### WHAT YOU NEED TO DO
For each line in the records that contains "points", make a copy.

### MATERIAL SUPPLIED
# # # # #

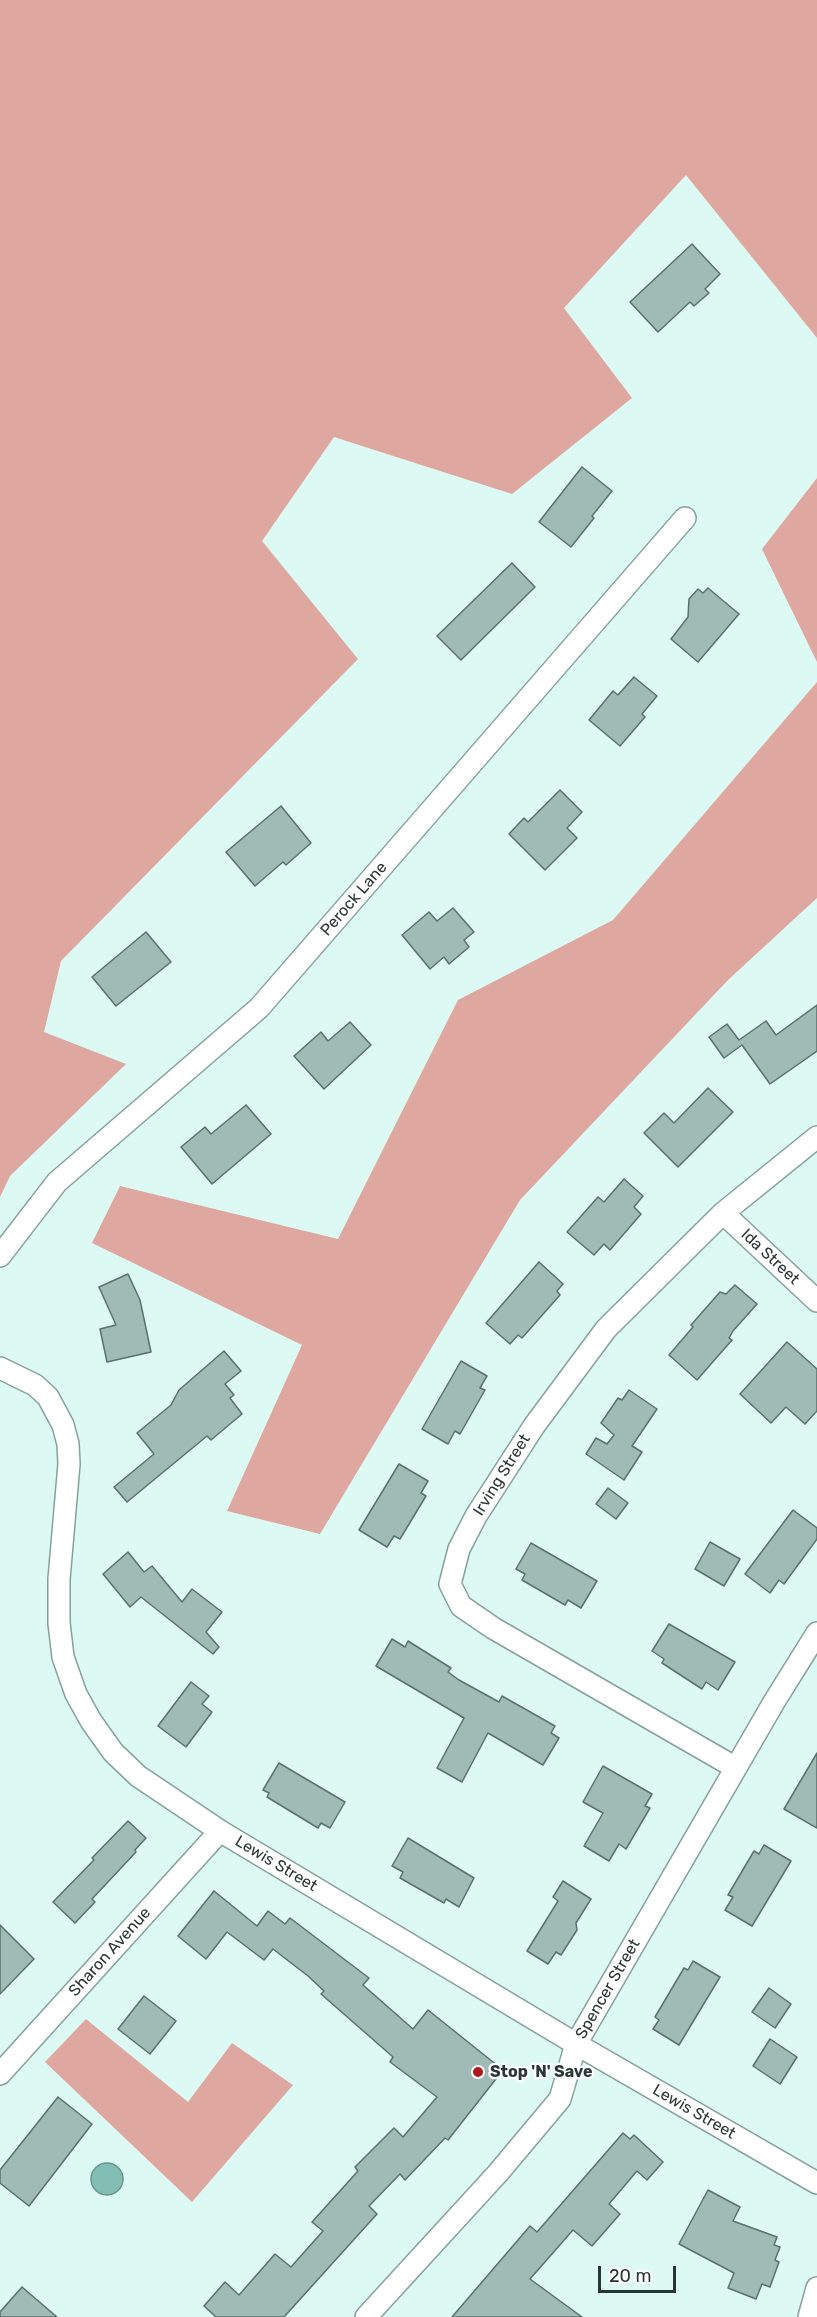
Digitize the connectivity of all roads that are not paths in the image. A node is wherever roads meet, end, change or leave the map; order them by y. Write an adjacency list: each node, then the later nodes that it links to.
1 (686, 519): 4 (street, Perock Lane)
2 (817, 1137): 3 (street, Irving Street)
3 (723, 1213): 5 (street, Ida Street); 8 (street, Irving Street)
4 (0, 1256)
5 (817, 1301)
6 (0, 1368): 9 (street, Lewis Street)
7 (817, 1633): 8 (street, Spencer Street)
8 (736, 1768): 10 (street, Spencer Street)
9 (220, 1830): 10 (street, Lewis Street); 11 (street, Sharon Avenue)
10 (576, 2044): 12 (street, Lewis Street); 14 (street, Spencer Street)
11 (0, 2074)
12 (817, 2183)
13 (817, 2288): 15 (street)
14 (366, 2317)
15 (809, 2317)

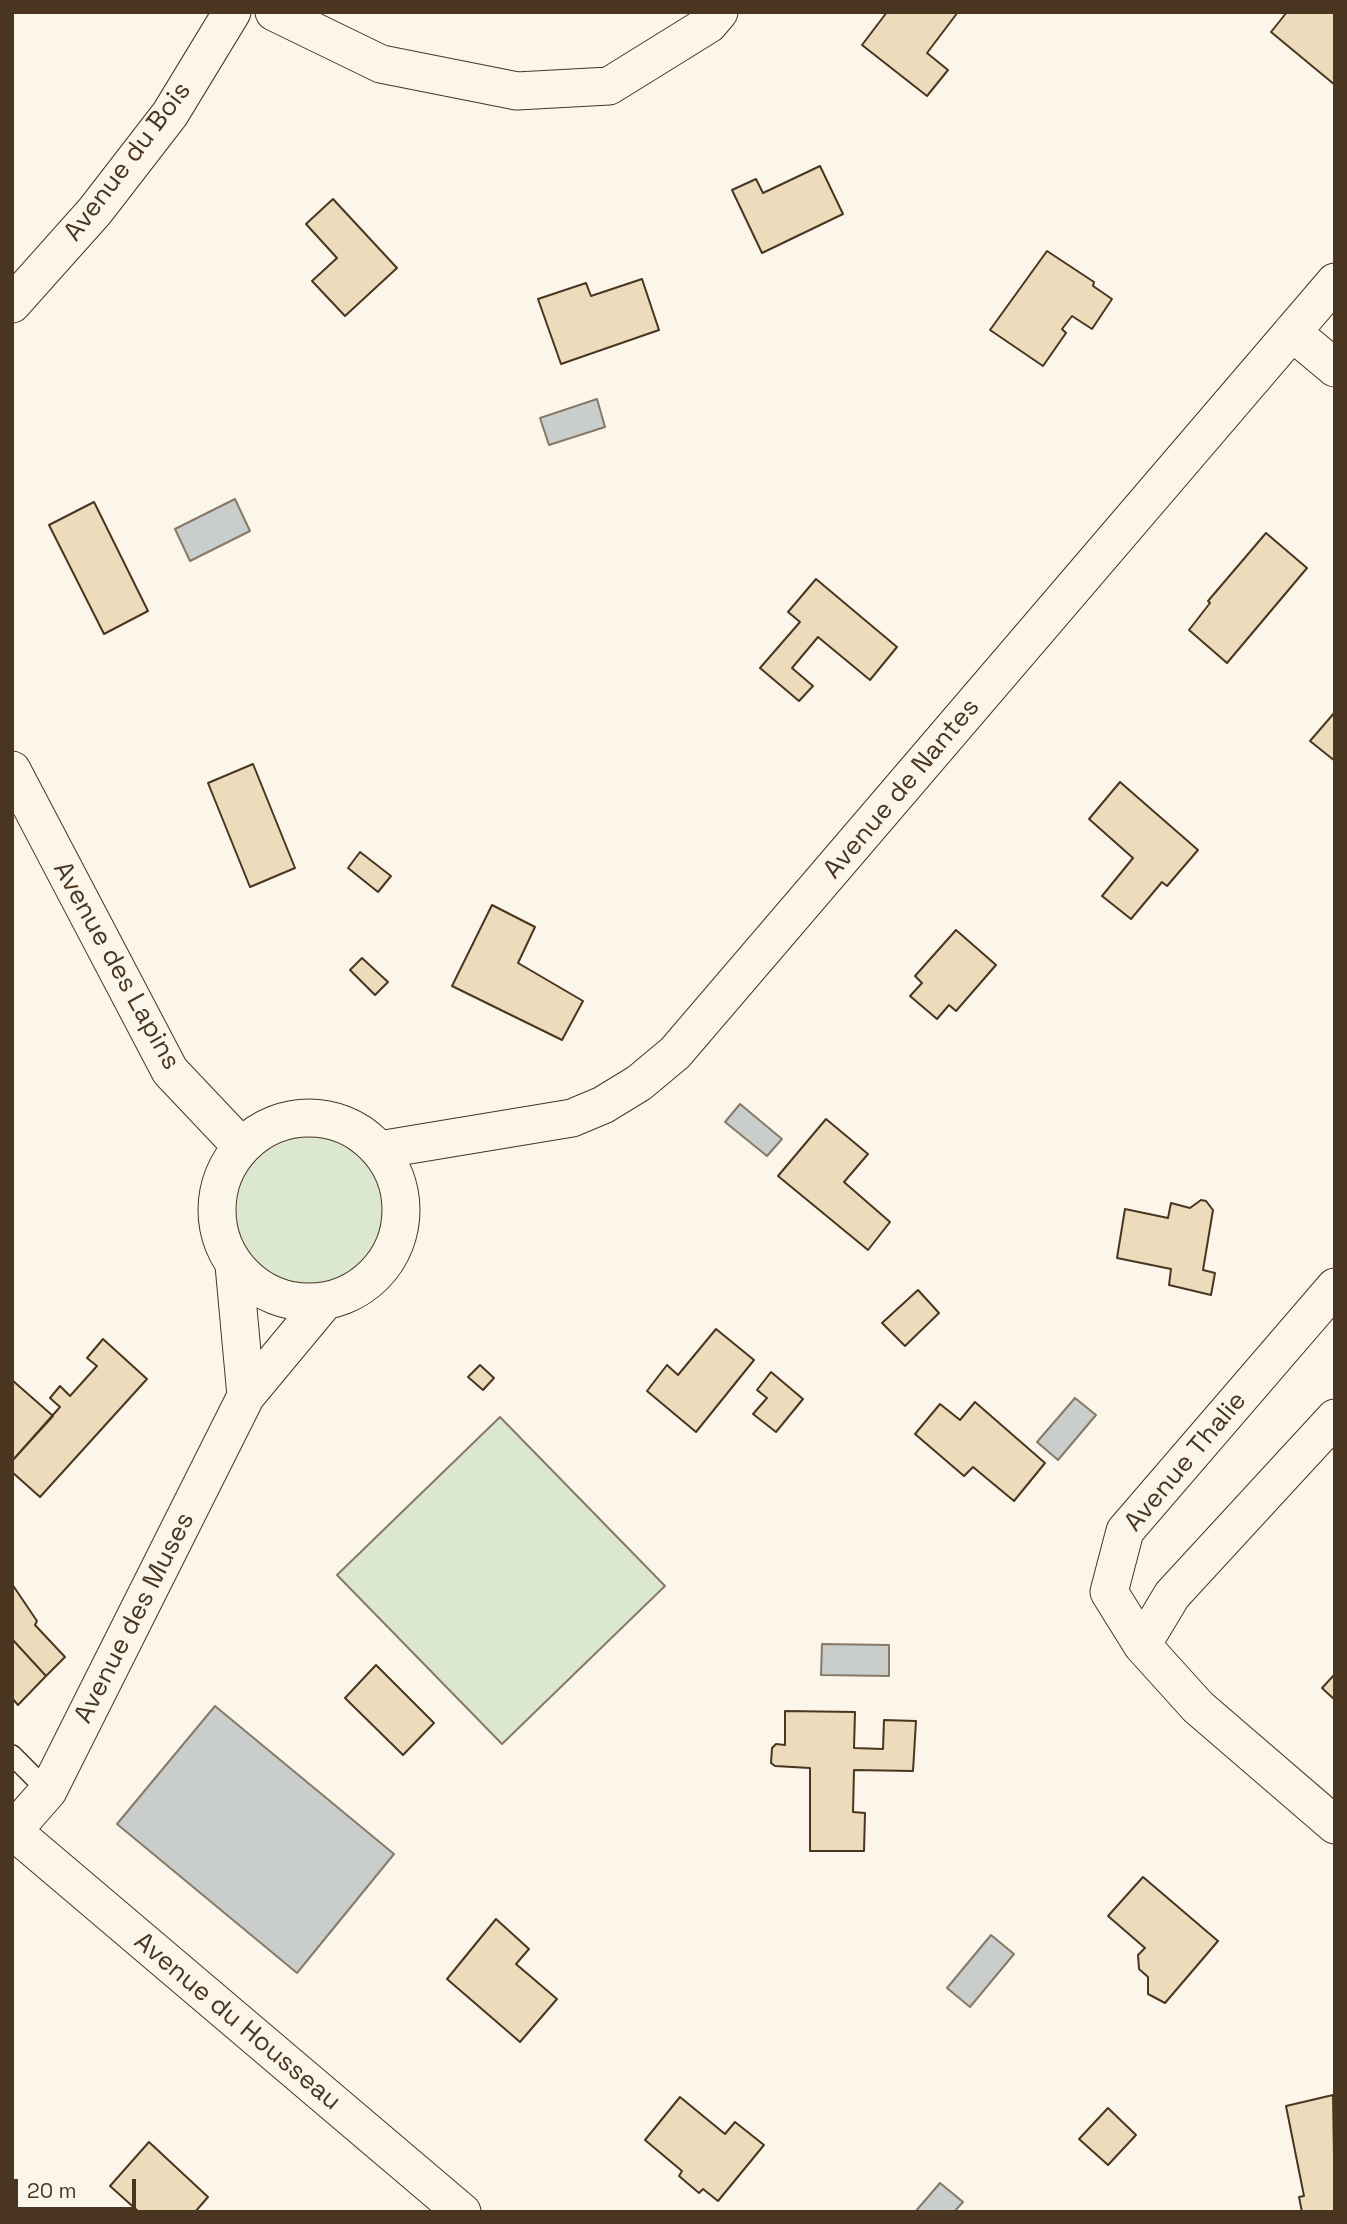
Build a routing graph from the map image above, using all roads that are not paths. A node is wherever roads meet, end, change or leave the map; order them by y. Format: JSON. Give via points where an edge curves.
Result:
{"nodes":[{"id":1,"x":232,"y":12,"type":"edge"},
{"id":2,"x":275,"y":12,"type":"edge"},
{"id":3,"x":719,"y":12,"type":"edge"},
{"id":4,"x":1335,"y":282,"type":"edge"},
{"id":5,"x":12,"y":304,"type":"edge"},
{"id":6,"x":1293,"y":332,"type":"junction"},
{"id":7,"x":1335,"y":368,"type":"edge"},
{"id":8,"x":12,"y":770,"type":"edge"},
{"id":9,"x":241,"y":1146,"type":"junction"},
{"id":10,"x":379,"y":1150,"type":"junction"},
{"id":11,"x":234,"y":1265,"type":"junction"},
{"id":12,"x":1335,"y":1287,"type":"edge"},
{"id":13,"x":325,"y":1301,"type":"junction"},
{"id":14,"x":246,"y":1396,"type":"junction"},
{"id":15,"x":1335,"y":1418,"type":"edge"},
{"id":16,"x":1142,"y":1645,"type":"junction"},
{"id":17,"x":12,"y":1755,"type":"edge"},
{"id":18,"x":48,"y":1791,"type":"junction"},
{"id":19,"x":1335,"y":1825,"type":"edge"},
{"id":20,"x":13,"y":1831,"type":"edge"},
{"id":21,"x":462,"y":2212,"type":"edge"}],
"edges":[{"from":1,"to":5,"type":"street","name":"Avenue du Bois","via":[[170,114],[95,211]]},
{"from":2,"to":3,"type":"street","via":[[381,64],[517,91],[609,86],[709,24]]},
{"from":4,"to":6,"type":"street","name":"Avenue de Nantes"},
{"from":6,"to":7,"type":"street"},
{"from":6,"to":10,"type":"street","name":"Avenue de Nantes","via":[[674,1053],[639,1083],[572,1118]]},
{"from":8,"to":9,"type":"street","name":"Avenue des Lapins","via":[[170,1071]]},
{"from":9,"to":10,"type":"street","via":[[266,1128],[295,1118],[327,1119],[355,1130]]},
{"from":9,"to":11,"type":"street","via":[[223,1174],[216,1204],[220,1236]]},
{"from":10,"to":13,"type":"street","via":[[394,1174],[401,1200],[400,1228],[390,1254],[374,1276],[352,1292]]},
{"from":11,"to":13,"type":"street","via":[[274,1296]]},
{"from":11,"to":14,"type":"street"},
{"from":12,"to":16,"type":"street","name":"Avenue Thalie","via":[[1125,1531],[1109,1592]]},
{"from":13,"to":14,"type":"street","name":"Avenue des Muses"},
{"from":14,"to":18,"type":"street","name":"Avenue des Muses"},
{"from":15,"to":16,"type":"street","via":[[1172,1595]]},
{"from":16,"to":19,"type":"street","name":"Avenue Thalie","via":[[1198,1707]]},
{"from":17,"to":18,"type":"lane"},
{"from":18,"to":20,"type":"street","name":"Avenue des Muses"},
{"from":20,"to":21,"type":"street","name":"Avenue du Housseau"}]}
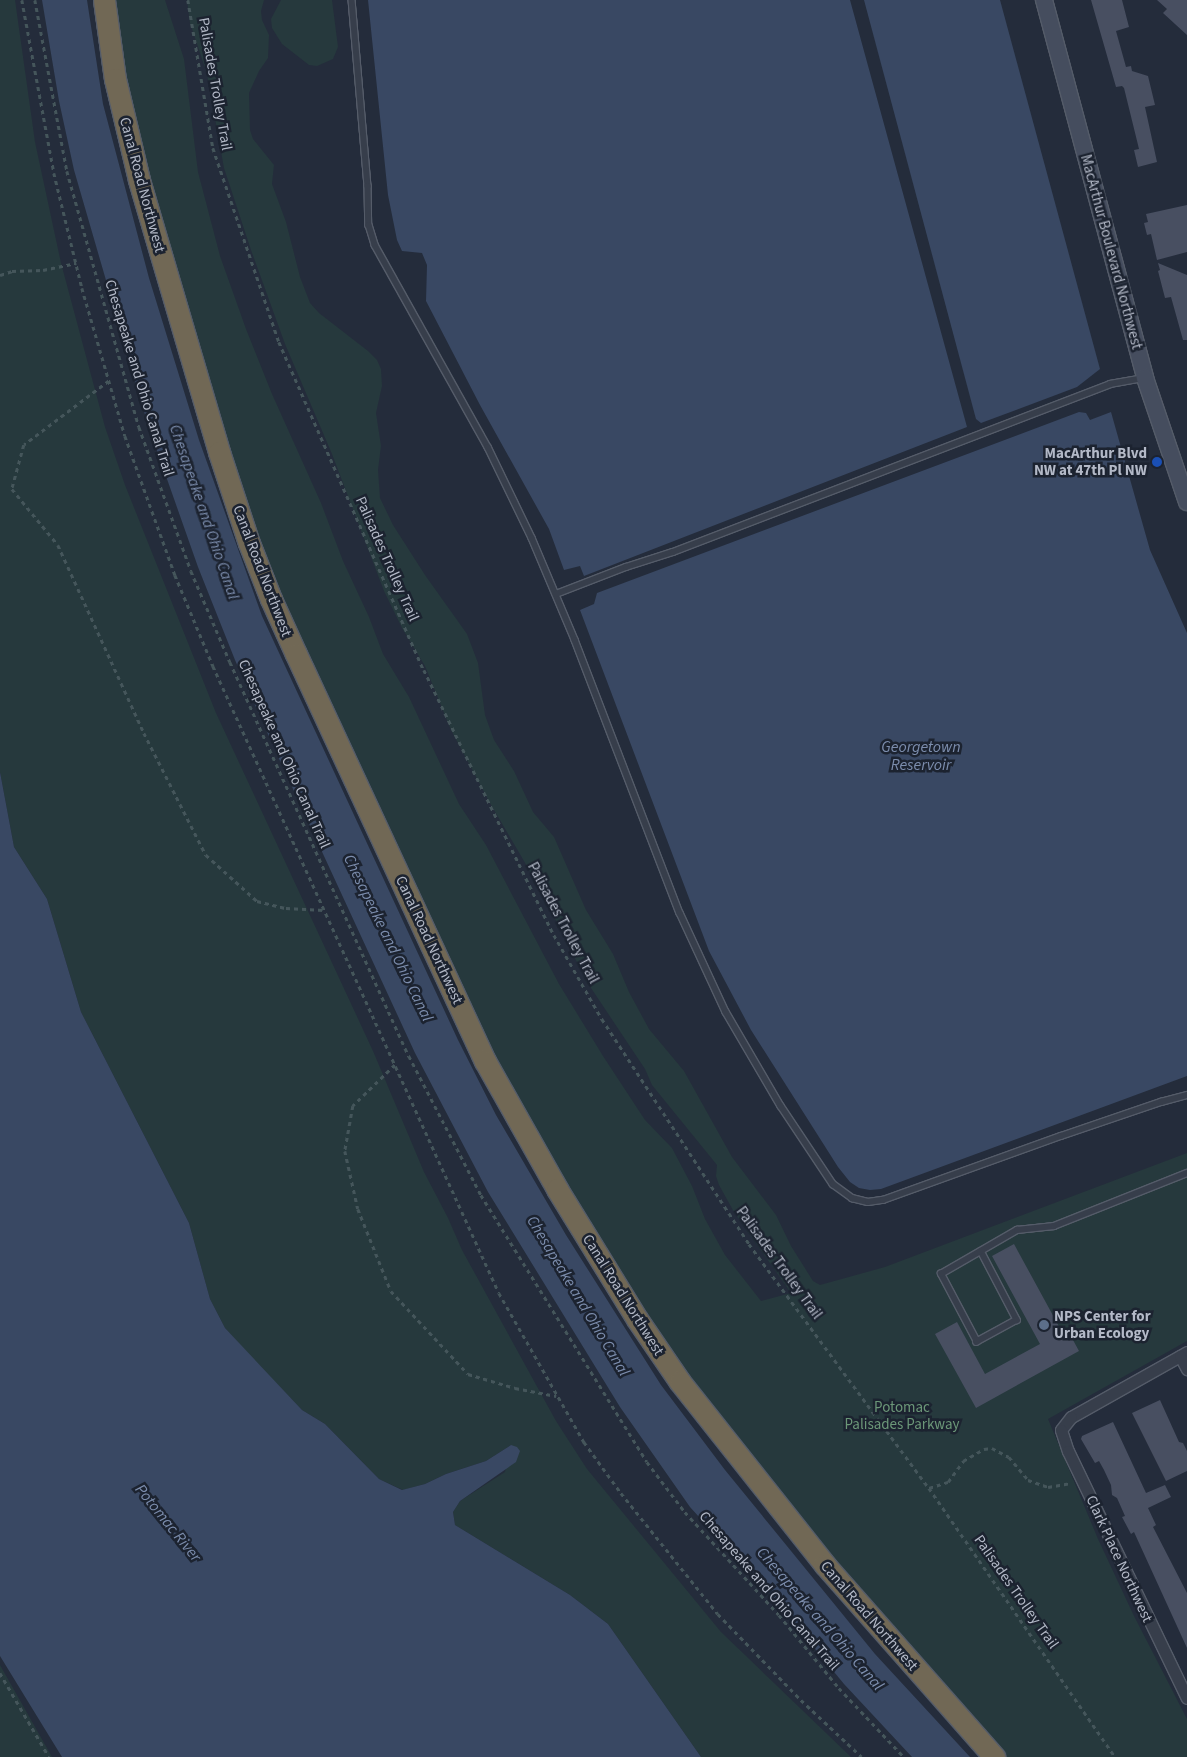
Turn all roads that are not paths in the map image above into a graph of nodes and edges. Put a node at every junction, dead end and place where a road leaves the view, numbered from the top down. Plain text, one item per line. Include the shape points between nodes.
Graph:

# # # # #

### SOLVED EXERCISE
Build a routing graph from the map image above, using all roads that are not paths. A node is wherever roads meet, end, change or leave the map; order them by y. Format: JSON. Give via points where an edge curves.
Turn all roads that are not paths in the map image above into a graph of nodes and edges. Put a node at every junction, dead end and place where a road leaves the view, numbered from the top down. Plain text, one item per line. Include the shape points between nodes.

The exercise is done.